The treaty required Ottoman forces to lay down their arms, and it was to expedite this process that the sultan, by then under the thumb of the Allies, sent Ataturk to Anatolia in 1919. But Ataturk, then Inspector-General Mustafa Kemal, disobeyed orders. Instead of disarming Turkish soldiers, he reorganized them and repaired to the remote eastern Anatolian city of Erzurum, intent on organizing nationalist resistance to both the sultan and the Allies. The angry sultan ordered Ataturk to return to Istanbul. “I shall stay in Anatolia,” came the reply, “until the nation has won its independence.” Then he moved west, convened a parliament, set up a rebel government in Ankara (Turkey’s present capital) and launched an assault on the Greek armies occupying western Anatolia.
As a daring field commander, he had three times helped deny the Gallipoli Peninsula to the Allies in 1915. Now, in September 1921, he proved his audacity once again. At the Sakarya River his forces dealt the Greeks a decisive defeat in one of the longest battles in history. The two armies fought along a 60-mile front for 22 days and 22 nights. Greeks outnumbered Turks three to one but were short of food and water.
By the fall of 1922, with 50,000 men, no tanks and only a few rickety biplanes, Ataturk’s army had driven the Greeks out of Anatolia and had persuaded the Allies to withdraw most of their forces and territorial claims. For his pains, Turkish nationalists named him Gazi, meaning “conqueror,” or “one who fights on behalf of Islam.”
It was as the leader of his countrymen by popular acclaim that he abolished the sultanate. He intended to exile the sultan, but in the end he didn’t have to. The old man, afraid that an overzealous nationalist might kill him, persuaded the British to help him leave the country. One wet November morning the sultan assembled an entourage of ten, including his son, his doctor, his bandmaster, two eunuchs and a barber. (His five wives would follow later.) At 6 a.m., the party slipped into two British ambulances and headed for the Bosporus, where a battleship, HMS Malaya, was waiting.
A year later, Ataturk gave the caliph, Prince Abdul Mejid, less than 12 hours to pack his bags. After bidding farewell to his harem, the caliph was bundled onto a train bound for Switzerland. At the Swiss border, another indignity awaited. He was a polygamist, Swiss officials explained, and as such could not be allowed to enter the country. In the end they relented enough to issue him a temporary visa.

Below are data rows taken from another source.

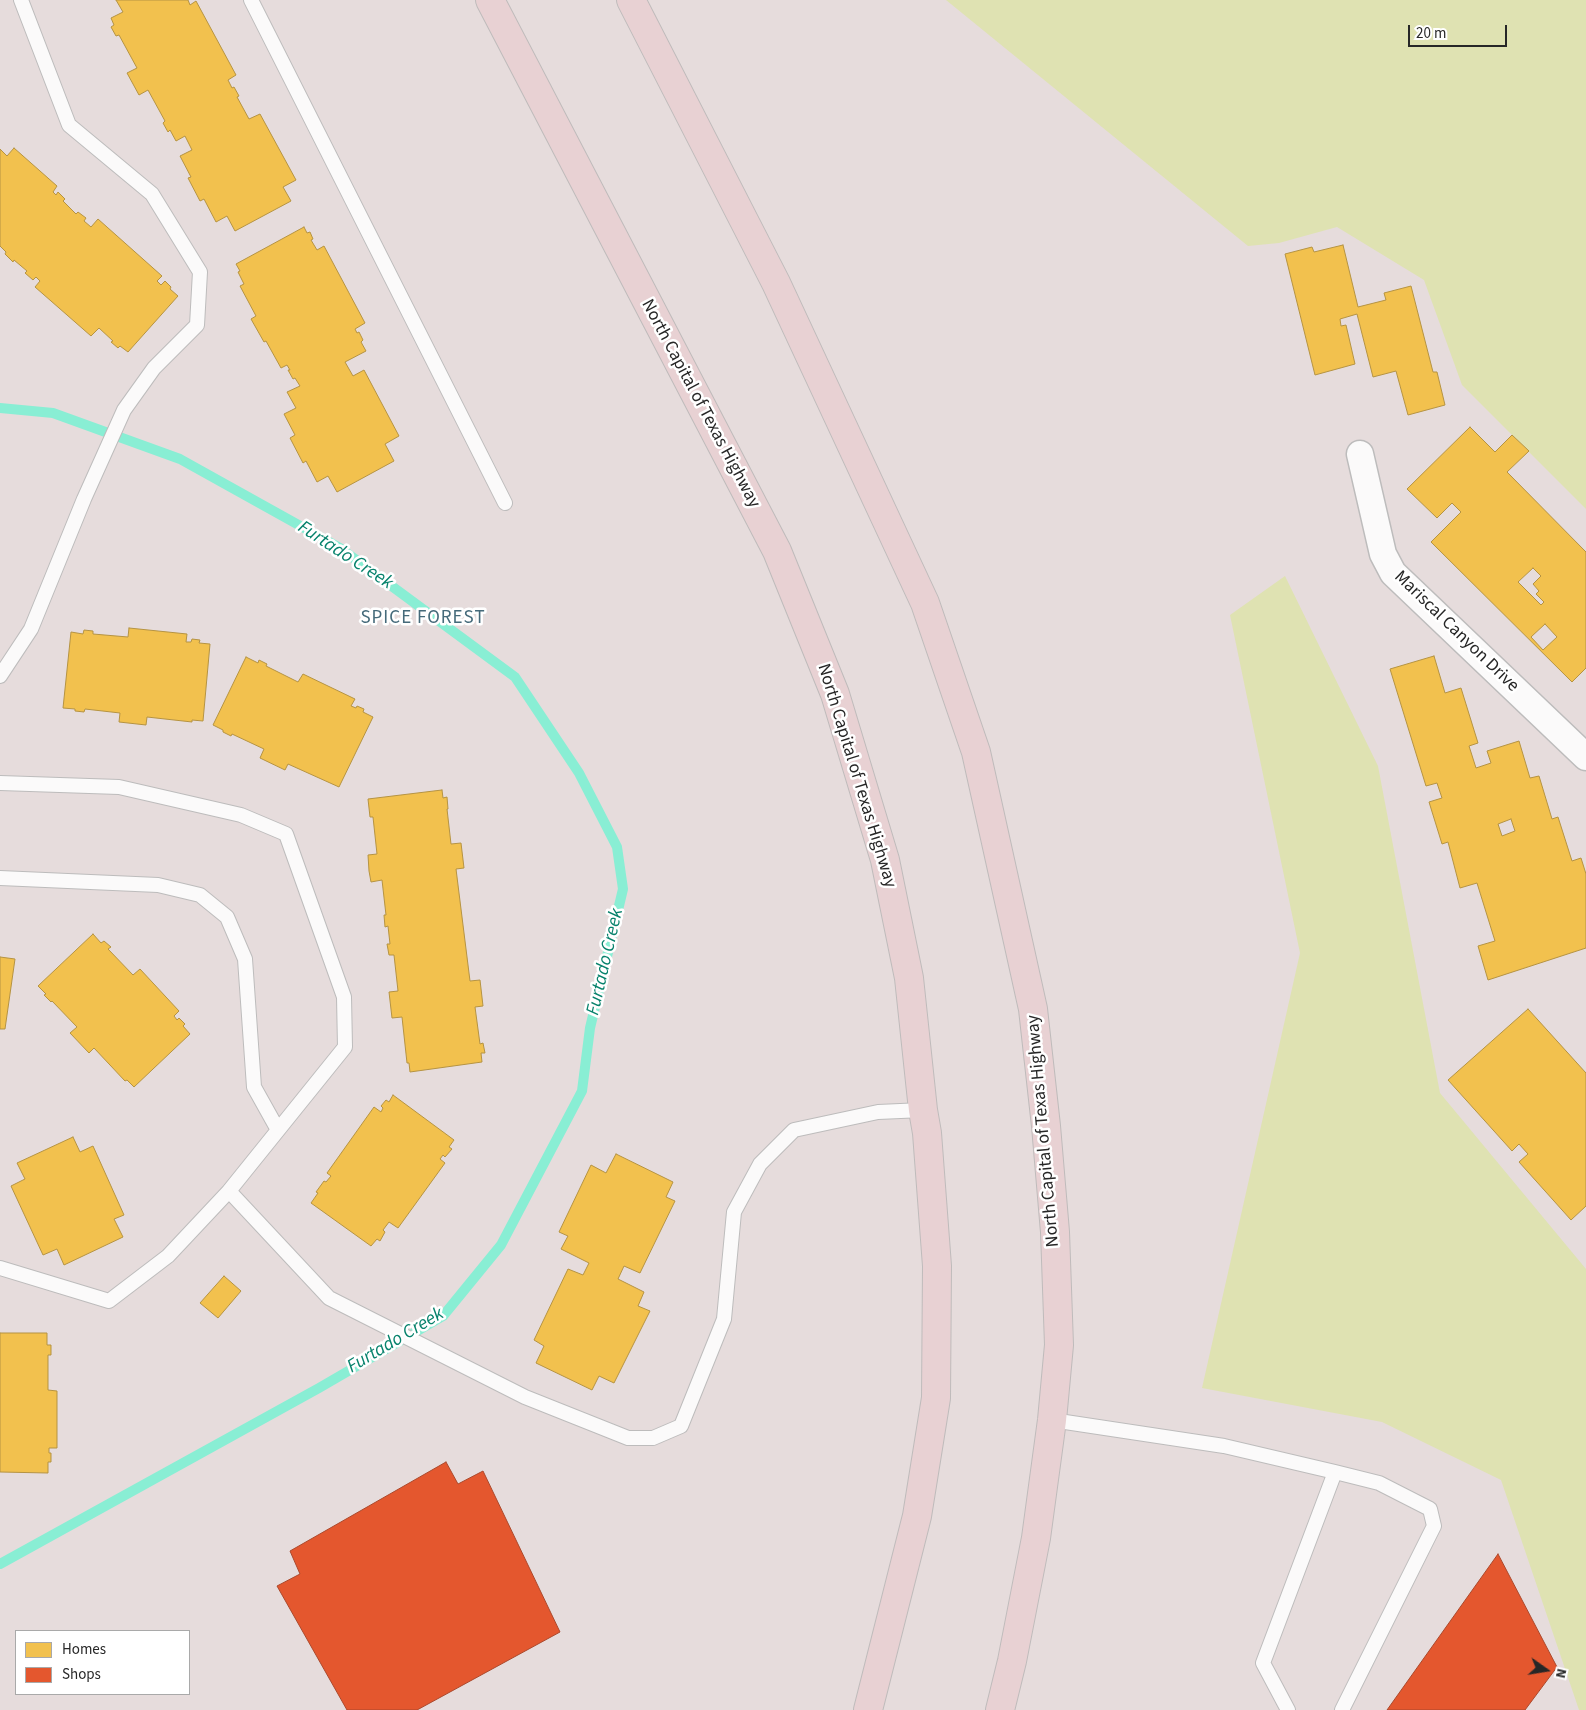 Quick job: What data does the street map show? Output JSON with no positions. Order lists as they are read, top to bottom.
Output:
{
  "streets": {
    "highway": ["North Capital of Texas Highway"],
    "street": ["Mariscal Canyon Drive"]
  },
  "districts": ["SPICE FOREST"],
  "water": ["Furtado Creek"],
  "legend": ["Homes", "Shops"],
  "scale_bar": "20 m",
  "north": "right"
} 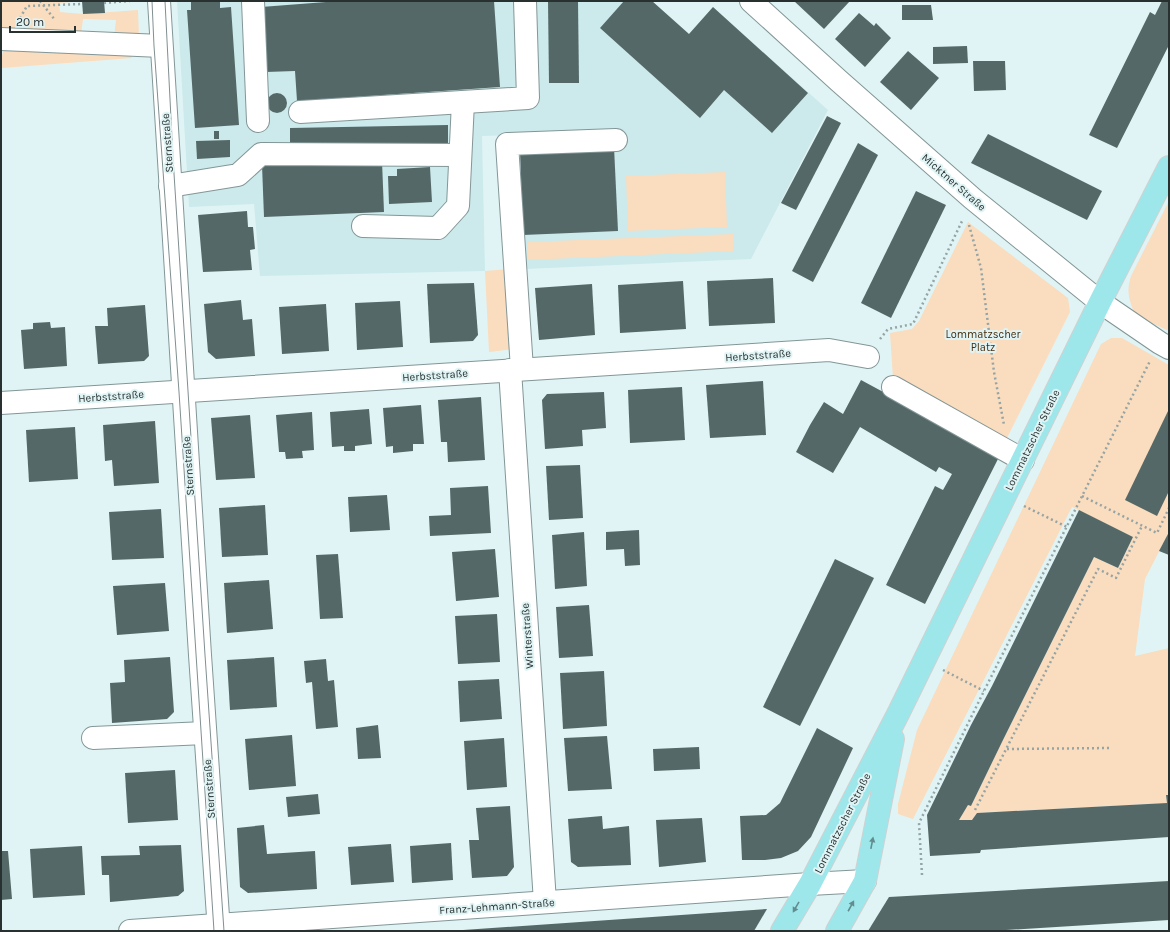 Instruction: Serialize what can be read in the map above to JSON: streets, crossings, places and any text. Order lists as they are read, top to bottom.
{
  "streets": {
    "main road": ["Lommatzscher Straße"],
    "street": [
      "Sternstraße",
      "Micktner Straße",
      "Herbststraße",
      "Winterstraße",
      "Franz-Lehmann-Straße"
    ]
  },
  "crossings": [
    ["Sternstraße", "Herbststraße"],
    ["Sternstraße", "Franz-Lehmann-Straße"],
    ["Micktner Straße", "Lommatzscher Straße"],
    ["Herbststraße", "Winterstraße"],
    ["Lommatzscher Straße", "Franz-Lehmann-Straße"],
    ["Winterstraße", "Franz-Lehmann-Straße"]
  ],
  "parks": ["Lommatzscher Platz"],
  "scale_bar": "20 m"
} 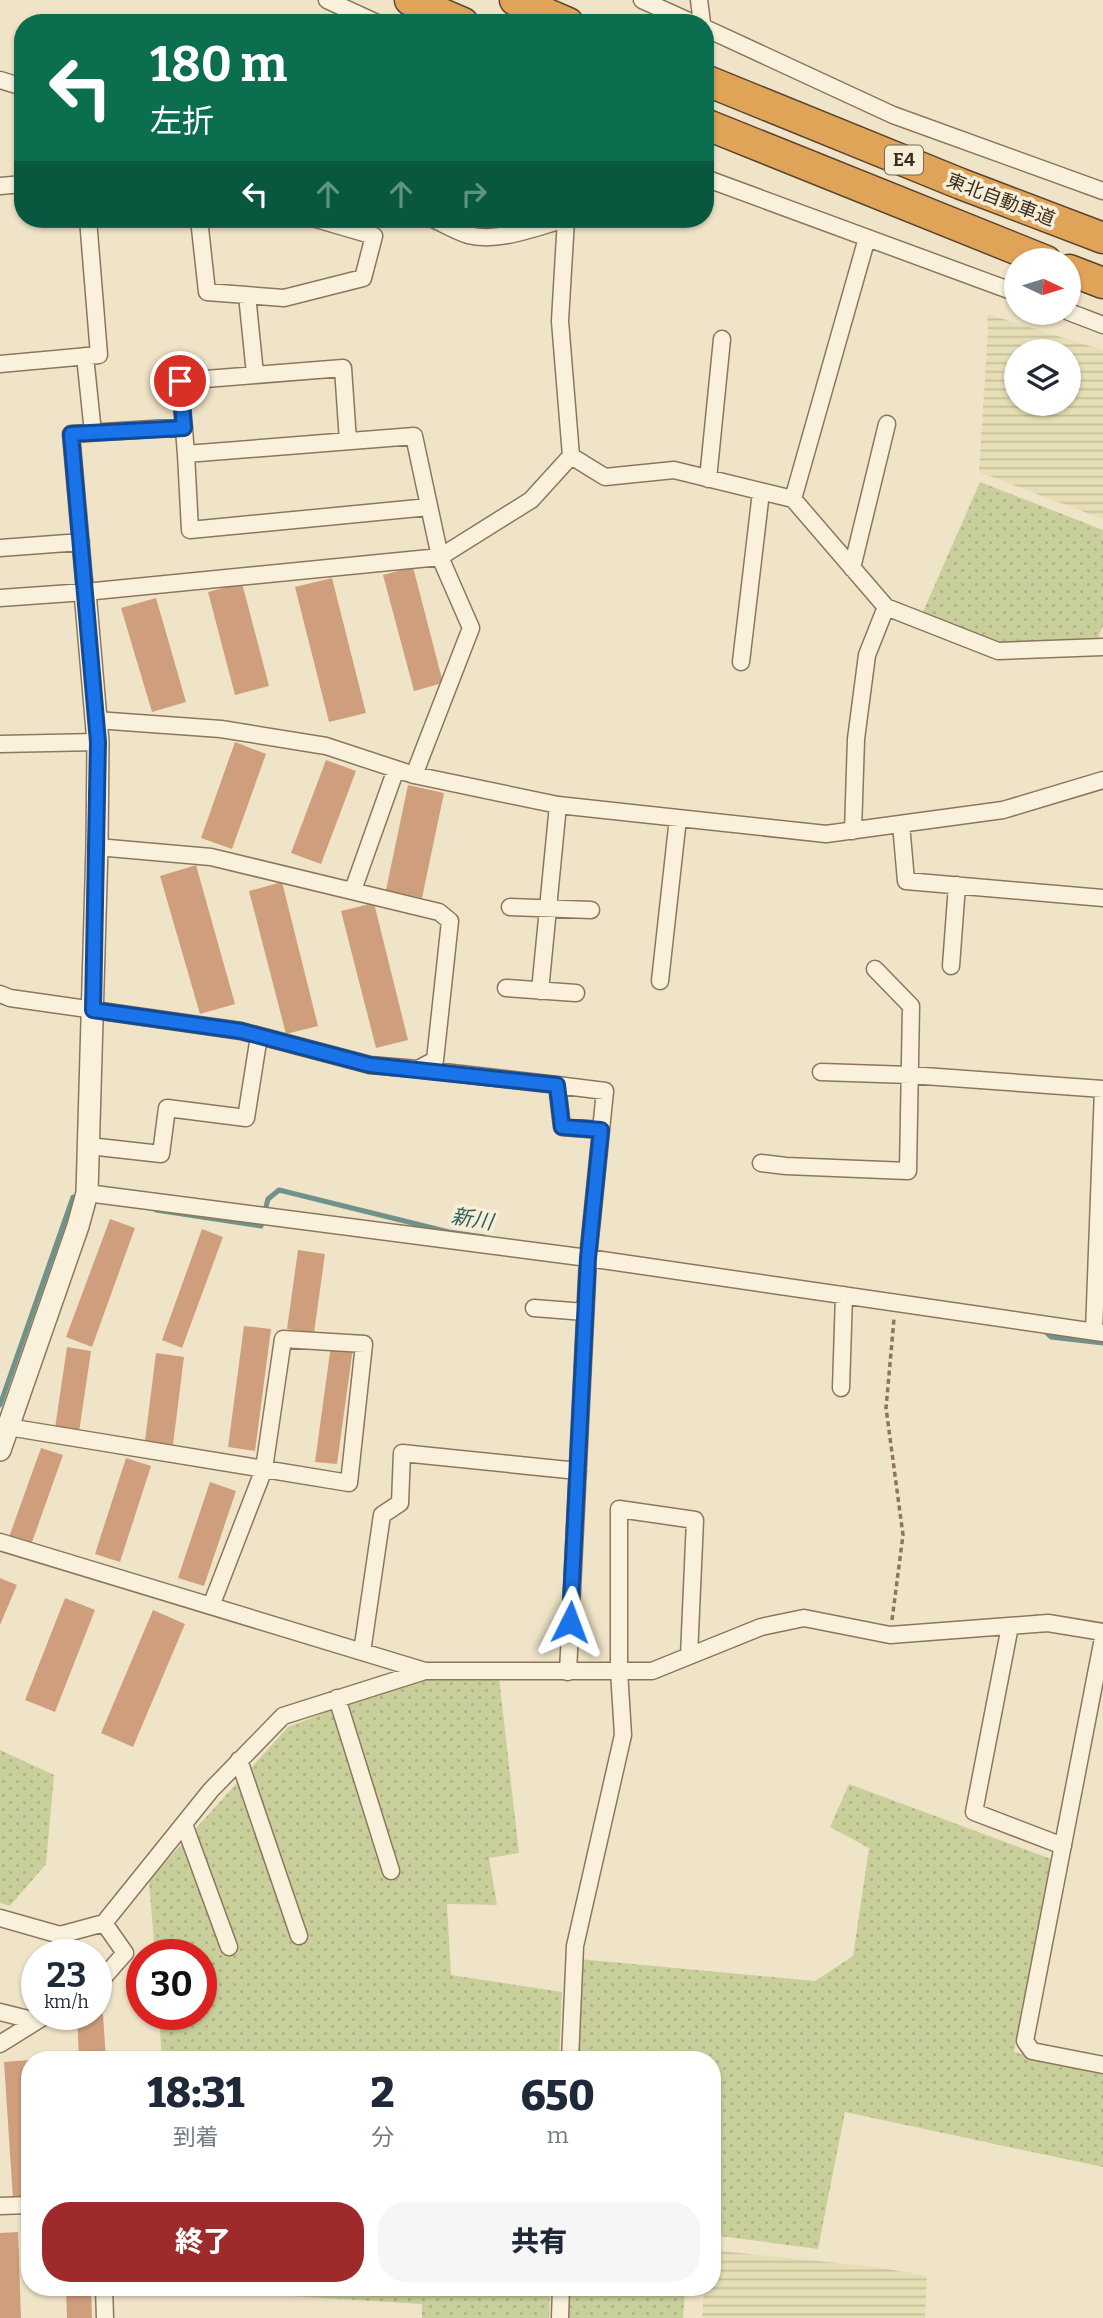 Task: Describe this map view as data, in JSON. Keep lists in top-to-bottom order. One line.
{"streets":{"highway":["E4","東北自動車道"]},"water":["新川"],"north":"right","page":{"turn":["180 m","左折"],"speed":"23 km/h","limit":"30","eta":["18:31","到着","2","分","650","m"],"buttons":["終了","共有"]}}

Having driven out the Greek invaders, abolished the monarchy and broken the official power of Islam, Ataturk set to work in earnest. As he saw it, to make progress Turkey either had to emulate Western Europe or be dominated by it. He wanted to make the country as liberal as he could; he wanted to make it “modern,” a word he used often. One day an exasperated cleric demanded to know exactly what the word meant. “It means being a human being,” said Ataturk. So great was his passion to emulate Western ways that enemies used to joke about it. The country was lucky, they said, that he hadn’t forced Turks to learn French or convert to Christianity.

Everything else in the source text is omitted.